Randy Potts’ memoir, The Bible Went Down With The Birdie Jean, is every bit as interesting and complex as his family’s legacy, but perhaps less scandalous. Potts is the grandson of Oral Roberts, often dubbed the first televangelist and of course the namesake of the rather infamous university. Robert’s preachings and promotional faith healings reached millions of Americans, establishing for him a rather grand reputation in both the minds of his critics and supporters. It’s safe to count Potts among his critics.
Randy Potts is gay. For this and a number of other reasons he lived in terror of his grandfather. Nevermind the reaction that might have garnered from any other family at the time, Oral Roberts fervently preached against the ‘sin’ of homosexuality. Potts has spent much of the time since his own coming out and his grandfather’s death reflecting on their relationship.
The memoir itself, however, features Oral Roberts as only one in a number of reflective points from Randy’s life. The memoir is far from traditional, to be released via Instagram in ‘books’ consisting of 33 pictures accompanied by lengthy text. Releasing every other Sunday, the installments are meant to allow, in Pott’s own words, him to “say goodbye to someone.” Legally disinherited by his family, Potts “wanted to make a formal goodbye,” adding that he’s trying “not to do it in anger.”
In the first installment, The Book of Mother, this sentiment rings true enough. Pott’s descriptions of people (the first book addresses many more than his mother) are affectionate and sentimental. Even in his worst memories of others, his grandfather included, there is often more compassion than bitterness in his tone.
In one such memory, he recalls a squabble between his mother and grandfather regarding his middle name. The televangelist wanted Pott’s middle name to be Roberts, an elder grandson having already been ‘saddled’ with the name of Oral. When Randy’s mother refused, the preacher promised her $1000, and so the matter was settled. From this instance, Potts writes of being “exhausted already of those large televangelist hands reaching into the womb and putting their mark on me, their touch promising healing but delivering something else instead.”
His next book, The Book of Oral, is already highly anticipated by publications and Oral Roberts critics alike. However, The Book Of Uncle Ronnie might be the most integral to understanding Pott’s life. Ronnie, like Potts, was gay and yet entrenched in a family that so embraced old-time religion he was terrified to admit it at a young age. When he did, in his maturity, come out to his loved ones, they estranged him. Ronnie took his own life with a bullet to the heart. Pott’s memoir, besides mourning the man’s loss and drawing parallels between their struggles, is also said to question the investigation that ruled his death as a suicide.
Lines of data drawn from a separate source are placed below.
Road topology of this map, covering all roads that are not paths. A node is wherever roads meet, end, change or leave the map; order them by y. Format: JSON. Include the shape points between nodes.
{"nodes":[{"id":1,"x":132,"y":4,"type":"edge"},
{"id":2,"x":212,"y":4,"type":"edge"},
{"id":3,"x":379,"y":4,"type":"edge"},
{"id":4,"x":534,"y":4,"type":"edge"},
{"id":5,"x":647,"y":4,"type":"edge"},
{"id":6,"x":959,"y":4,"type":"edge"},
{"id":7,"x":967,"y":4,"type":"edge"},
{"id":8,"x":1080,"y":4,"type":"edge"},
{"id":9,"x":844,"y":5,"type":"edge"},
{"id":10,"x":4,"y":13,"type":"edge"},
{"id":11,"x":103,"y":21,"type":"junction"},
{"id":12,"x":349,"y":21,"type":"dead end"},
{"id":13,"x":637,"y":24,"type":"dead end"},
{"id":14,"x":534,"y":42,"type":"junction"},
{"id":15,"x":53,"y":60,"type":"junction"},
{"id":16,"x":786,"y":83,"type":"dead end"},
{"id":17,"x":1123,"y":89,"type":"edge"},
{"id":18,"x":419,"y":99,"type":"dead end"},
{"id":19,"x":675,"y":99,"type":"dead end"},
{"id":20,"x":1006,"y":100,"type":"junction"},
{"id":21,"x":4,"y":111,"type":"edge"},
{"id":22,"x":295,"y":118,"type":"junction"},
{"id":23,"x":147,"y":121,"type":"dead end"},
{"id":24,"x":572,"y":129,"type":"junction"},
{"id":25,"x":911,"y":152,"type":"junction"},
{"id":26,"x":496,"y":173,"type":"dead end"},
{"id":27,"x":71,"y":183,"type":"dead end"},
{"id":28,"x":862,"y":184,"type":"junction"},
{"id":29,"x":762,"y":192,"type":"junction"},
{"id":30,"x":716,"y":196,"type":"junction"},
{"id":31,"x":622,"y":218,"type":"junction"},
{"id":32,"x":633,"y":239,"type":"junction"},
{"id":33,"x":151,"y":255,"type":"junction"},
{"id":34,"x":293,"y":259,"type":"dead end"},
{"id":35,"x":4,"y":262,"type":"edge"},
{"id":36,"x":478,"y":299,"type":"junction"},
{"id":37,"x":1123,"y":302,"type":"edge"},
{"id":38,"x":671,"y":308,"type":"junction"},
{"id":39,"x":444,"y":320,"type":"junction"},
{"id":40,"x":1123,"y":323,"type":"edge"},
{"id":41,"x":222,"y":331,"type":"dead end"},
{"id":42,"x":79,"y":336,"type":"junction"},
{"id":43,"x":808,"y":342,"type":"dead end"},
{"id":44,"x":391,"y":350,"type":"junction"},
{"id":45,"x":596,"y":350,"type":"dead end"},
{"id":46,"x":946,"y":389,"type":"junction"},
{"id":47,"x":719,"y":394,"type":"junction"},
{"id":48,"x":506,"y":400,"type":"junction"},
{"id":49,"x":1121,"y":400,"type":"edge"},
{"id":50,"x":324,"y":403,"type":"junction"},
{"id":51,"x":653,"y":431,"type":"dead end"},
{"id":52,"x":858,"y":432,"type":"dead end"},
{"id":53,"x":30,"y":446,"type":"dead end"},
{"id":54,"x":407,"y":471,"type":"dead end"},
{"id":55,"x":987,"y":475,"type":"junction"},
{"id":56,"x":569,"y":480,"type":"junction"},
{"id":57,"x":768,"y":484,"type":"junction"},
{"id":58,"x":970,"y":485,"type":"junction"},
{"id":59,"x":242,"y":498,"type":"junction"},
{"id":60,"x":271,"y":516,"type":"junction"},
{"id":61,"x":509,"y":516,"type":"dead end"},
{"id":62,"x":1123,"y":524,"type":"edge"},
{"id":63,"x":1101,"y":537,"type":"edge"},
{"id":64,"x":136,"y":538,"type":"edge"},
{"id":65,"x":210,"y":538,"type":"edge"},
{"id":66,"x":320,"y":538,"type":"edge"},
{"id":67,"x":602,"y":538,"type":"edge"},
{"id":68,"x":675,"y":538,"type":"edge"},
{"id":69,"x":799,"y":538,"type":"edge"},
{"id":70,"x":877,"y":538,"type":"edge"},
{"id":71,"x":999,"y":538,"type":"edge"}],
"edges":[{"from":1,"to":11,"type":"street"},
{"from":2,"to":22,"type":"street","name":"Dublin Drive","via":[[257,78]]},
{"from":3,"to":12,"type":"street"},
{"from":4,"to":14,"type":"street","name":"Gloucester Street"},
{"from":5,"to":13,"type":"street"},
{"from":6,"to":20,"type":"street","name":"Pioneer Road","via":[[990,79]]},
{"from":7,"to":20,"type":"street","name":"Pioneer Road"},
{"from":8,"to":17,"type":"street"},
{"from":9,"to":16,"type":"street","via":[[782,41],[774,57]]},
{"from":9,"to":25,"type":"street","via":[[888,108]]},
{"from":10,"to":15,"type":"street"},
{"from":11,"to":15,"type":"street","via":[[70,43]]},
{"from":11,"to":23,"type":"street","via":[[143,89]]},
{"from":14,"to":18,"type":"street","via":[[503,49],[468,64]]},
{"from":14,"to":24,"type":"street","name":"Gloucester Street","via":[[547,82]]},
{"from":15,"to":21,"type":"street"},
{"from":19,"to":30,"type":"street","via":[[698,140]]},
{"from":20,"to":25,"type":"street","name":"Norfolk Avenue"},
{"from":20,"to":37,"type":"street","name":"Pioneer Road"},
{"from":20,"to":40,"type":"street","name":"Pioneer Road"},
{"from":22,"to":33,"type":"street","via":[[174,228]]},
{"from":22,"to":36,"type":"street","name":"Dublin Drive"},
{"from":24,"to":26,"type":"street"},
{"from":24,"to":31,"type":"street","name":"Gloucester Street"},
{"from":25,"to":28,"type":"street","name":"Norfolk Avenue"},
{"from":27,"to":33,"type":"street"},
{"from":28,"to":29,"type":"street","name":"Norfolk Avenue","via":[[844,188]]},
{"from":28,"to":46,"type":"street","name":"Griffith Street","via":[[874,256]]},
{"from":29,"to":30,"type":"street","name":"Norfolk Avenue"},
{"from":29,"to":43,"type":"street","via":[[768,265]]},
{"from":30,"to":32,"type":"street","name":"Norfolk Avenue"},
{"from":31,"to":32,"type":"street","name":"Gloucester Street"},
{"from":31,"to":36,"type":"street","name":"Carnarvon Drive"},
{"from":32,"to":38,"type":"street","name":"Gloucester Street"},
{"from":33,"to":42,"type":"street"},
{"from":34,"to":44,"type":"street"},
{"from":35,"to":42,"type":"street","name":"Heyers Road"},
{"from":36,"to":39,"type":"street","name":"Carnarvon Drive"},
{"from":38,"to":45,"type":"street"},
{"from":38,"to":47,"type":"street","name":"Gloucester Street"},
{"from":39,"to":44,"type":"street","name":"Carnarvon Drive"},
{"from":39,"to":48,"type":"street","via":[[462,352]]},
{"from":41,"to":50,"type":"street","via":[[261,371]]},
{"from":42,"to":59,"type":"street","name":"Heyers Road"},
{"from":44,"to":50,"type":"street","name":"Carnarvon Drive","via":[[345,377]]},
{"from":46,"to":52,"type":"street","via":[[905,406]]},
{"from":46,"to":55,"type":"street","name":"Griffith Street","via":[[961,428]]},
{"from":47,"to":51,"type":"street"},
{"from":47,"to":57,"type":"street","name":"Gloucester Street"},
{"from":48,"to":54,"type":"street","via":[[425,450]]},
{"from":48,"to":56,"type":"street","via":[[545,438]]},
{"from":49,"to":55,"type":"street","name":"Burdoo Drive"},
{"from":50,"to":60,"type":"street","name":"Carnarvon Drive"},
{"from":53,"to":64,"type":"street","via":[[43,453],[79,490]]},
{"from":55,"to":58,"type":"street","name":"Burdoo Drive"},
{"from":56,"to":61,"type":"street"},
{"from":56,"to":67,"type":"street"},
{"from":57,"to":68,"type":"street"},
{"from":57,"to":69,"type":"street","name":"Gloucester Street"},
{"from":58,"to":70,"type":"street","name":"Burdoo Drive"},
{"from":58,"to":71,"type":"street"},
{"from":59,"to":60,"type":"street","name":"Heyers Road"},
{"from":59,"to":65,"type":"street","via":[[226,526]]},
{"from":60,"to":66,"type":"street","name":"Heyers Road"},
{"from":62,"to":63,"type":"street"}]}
Pott’s memoirs won’t be covering the last six years of his life, as this would contain details about himself, including his current marriage, that he doesn’t want to reveal to the public. Instead he’s made them a reflection on his struggles as a child in an oppressively strict and faithful household, his growing up in the shadow of a nearly divine icon, and finally his coming to terms with and embracing his sexuality at a time when he was already married with children. It’s a unique life and he’s found a fittingly unique format to document it in.